▸ **Work item**:
From the entries that follow, copy each line in which "Mährlein" appears.

▸ **Task material**:
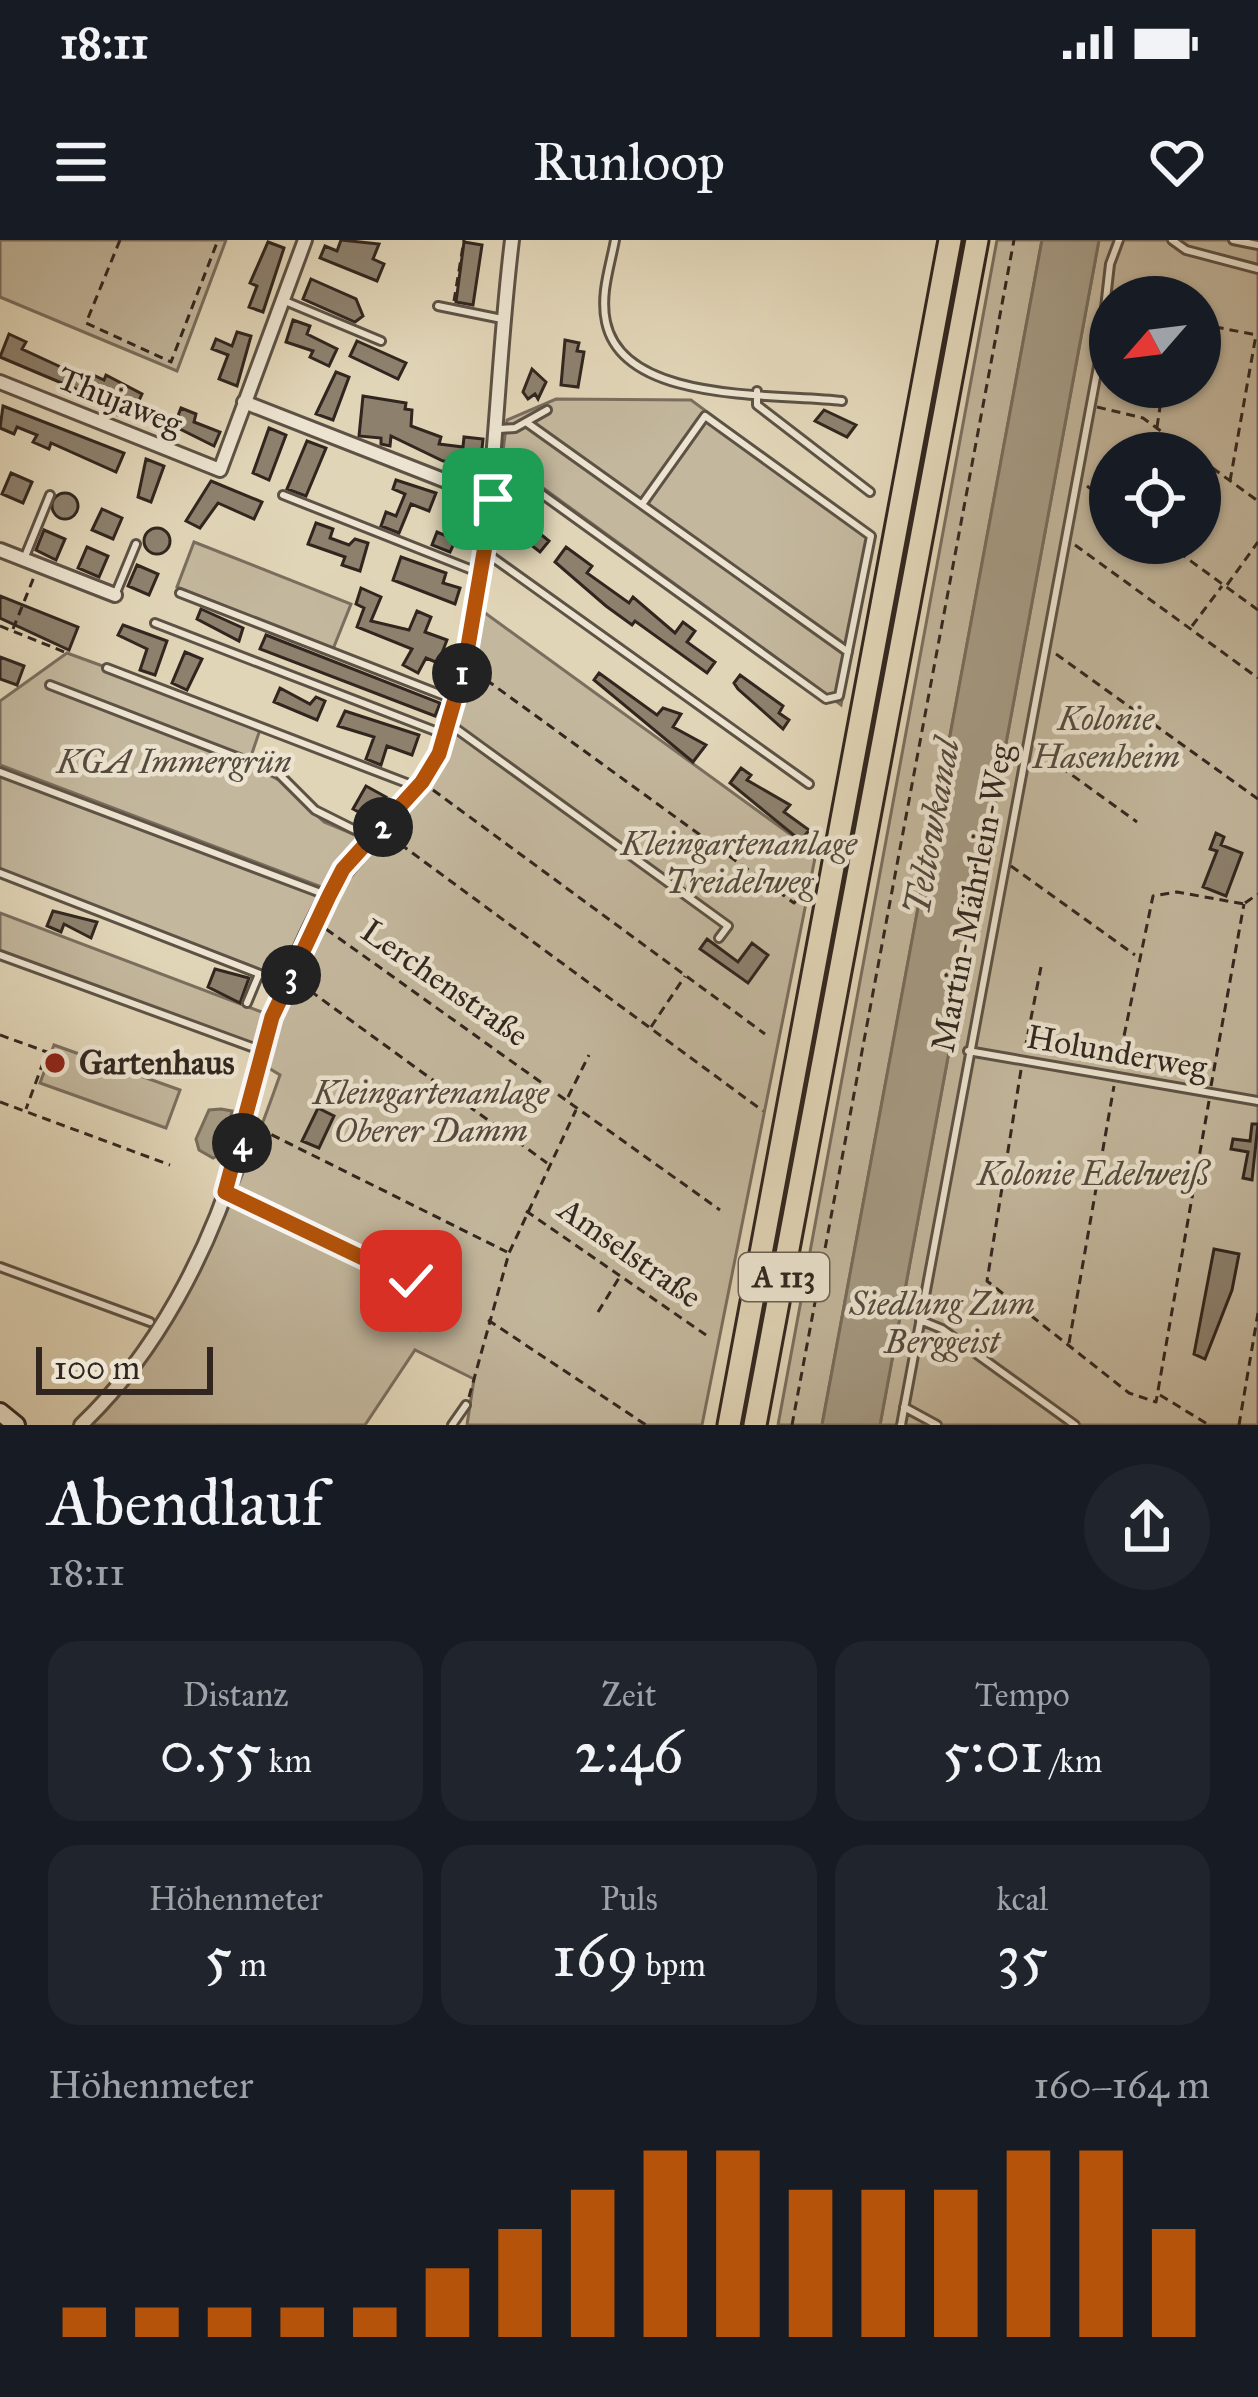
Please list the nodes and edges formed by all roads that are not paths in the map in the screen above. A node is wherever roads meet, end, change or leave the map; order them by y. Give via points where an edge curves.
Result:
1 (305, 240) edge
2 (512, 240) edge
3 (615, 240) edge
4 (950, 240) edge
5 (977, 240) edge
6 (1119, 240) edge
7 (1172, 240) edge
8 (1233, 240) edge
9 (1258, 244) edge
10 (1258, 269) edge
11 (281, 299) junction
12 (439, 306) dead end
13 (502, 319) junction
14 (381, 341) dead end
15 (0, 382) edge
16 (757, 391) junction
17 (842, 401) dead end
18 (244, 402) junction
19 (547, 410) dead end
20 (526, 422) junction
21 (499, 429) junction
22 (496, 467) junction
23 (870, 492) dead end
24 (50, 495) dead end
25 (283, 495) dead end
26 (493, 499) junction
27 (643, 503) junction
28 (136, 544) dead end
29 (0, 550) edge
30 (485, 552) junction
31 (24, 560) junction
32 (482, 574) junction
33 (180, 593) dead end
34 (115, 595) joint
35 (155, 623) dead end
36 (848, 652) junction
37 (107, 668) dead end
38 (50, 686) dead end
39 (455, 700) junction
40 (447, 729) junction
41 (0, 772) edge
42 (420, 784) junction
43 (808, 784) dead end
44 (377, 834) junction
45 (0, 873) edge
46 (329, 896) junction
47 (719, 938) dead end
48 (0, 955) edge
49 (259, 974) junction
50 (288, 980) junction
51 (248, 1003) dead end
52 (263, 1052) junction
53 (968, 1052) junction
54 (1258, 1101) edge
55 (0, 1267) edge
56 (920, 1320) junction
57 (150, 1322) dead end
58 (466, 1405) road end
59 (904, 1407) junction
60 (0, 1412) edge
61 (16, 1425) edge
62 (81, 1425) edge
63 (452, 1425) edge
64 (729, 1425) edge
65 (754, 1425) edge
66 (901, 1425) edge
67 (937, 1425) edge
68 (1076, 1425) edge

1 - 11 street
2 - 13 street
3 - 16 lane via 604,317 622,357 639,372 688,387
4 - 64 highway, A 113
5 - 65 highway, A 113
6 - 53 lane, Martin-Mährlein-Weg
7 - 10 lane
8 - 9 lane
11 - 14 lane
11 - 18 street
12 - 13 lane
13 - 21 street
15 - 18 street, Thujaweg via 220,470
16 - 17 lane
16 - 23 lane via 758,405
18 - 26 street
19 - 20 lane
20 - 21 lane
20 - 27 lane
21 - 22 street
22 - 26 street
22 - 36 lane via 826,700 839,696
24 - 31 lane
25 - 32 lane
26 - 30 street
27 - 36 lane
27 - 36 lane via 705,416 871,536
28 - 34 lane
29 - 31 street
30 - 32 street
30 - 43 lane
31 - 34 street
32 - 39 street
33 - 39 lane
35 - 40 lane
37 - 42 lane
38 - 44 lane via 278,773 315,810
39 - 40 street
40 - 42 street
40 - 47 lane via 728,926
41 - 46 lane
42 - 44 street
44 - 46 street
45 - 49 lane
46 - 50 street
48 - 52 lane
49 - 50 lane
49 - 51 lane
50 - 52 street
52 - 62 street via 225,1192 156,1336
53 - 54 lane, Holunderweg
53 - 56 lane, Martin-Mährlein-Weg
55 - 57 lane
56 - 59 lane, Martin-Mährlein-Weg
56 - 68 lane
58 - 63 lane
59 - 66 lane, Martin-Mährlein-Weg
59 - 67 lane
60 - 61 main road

--

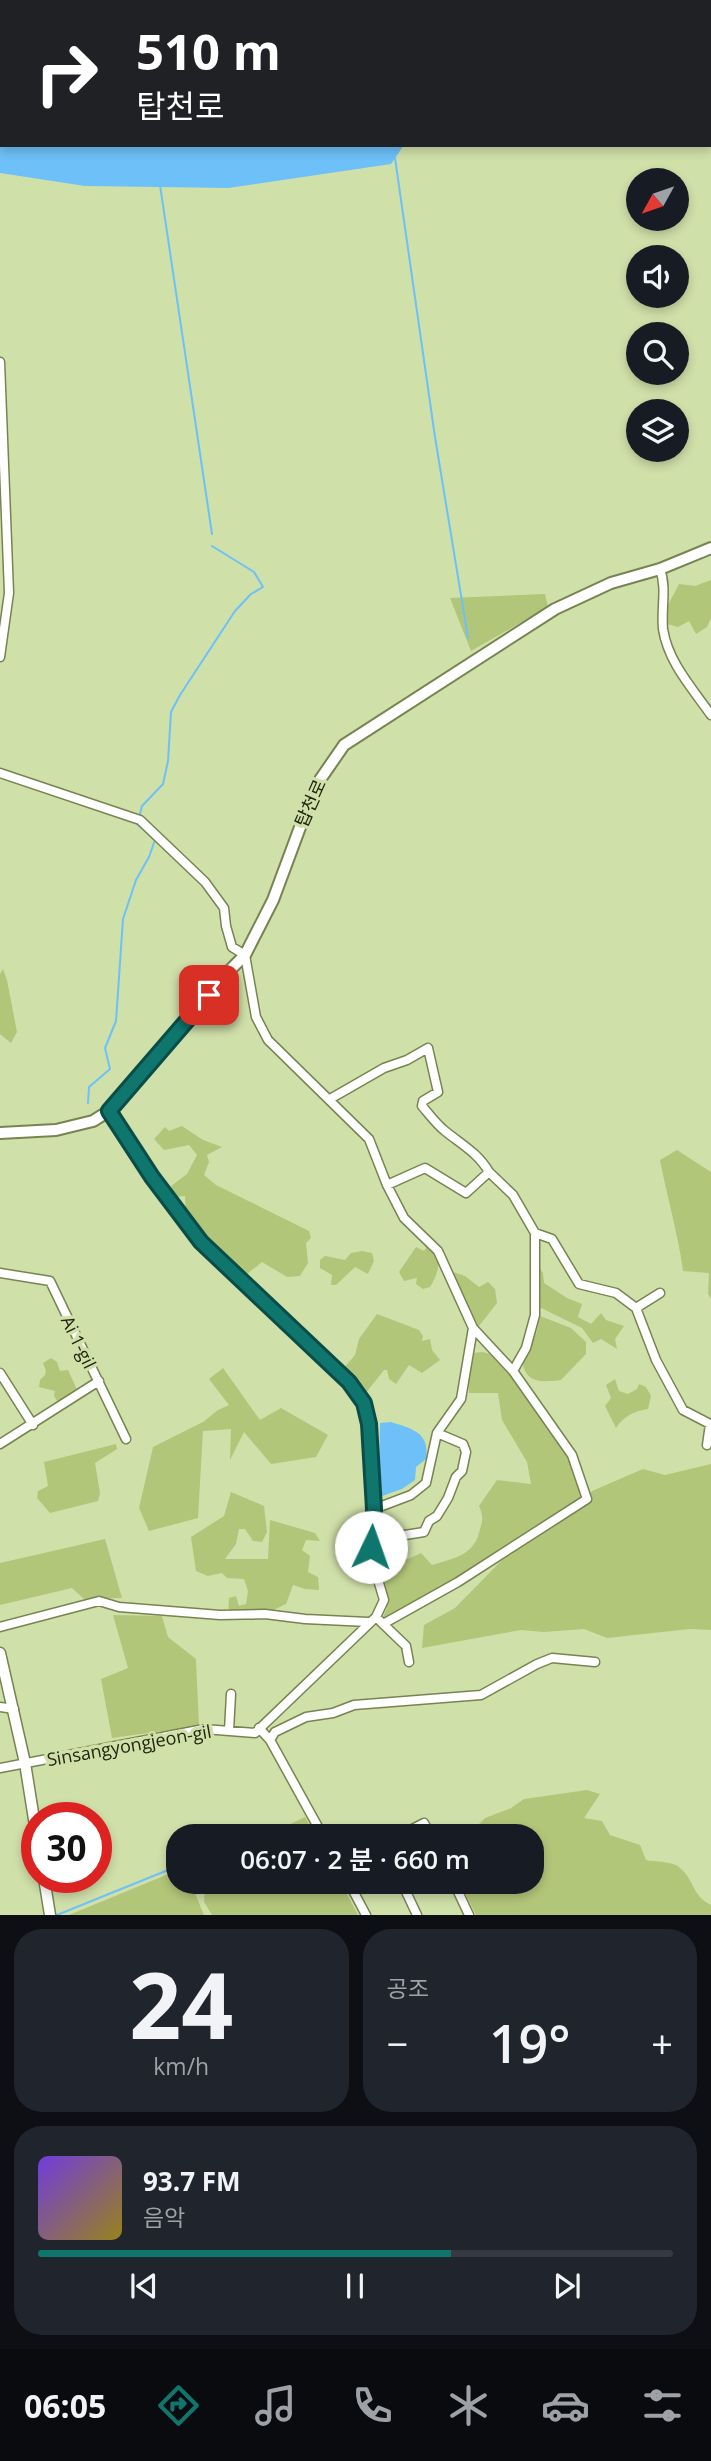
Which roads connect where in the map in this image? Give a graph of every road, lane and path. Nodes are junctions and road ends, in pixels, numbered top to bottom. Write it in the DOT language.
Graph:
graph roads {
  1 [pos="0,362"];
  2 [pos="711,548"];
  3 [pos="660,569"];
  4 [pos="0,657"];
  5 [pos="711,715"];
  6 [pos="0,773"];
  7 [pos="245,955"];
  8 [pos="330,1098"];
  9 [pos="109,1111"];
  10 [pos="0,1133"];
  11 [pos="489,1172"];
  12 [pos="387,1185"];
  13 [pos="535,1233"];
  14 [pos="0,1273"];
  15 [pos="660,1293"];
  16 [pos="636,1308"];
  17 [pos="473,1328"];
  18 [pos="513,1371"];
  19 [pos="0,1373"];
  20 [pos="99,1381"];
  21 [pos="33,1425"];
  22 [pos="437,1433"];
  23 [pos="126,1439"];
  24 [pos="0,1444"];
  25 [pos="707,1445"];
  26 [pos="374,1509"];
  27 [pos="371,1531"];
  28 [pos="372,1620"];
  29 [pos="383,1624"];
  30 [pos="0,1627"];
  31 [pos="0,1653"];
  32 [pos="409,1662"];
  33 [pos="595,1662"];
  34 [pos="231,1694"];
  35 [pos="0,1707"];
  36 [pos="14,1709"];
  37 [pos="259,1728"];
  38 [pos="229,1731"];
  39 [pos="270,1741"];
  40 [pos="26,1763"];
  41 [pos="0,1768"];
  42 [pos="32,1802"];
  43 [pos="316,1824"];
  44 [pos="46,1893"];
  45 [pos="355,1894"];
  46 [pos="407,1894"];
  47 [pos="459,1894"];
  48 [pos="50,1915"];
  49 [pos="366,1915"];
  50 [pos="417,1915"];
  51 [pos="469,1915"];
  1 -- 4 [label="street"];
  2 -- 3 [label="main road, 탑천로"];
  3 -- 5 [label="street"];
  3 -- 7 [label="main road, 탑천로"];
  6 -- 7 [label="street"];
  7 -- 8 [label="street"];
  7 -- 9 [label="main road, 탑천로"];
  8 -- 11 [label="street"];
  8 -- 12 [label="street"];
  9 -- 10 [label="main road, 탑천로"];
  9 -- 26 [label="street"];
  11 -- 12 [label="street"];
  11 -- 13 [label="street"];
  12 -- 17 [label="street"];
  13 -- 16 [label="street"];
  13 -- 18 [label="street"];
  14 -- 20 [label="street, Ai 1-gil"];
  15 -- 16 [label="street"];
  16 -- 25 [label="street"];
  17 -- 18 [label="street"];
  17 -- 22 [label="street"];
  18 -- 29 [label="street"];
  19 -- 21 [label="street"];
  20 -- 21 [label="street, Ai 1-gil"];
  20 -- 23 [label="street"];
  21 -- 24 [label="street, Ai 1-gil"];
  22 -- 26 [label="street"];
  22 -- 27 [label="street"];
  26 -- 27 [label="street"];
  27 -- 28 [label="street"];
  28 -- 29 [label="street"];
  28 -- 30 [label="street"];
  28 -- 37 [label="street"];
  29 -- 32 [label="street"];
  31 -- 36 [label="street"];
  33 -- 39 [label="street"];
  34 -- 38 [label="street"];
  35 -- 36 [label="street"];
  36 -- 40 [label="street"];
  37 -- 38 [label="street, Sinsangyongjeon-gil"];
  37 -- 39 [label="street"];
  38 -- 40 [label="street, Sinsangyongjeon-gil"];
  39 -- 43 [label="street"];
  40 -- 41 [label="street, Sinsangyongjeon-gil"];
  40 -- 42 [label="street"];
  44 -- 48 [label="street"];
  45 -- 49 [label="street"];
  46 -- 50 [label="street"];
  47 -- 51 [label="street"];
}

▸ **Output of the task**:
6 - 53 lane, Martin-Mährlein-Weg
53 - 56 lane, Martin-Mährlein-Weg
56 - 59 lane, Martin-Mährlein-Weg
59 - 66 lane, Martin-Mährlein-Weg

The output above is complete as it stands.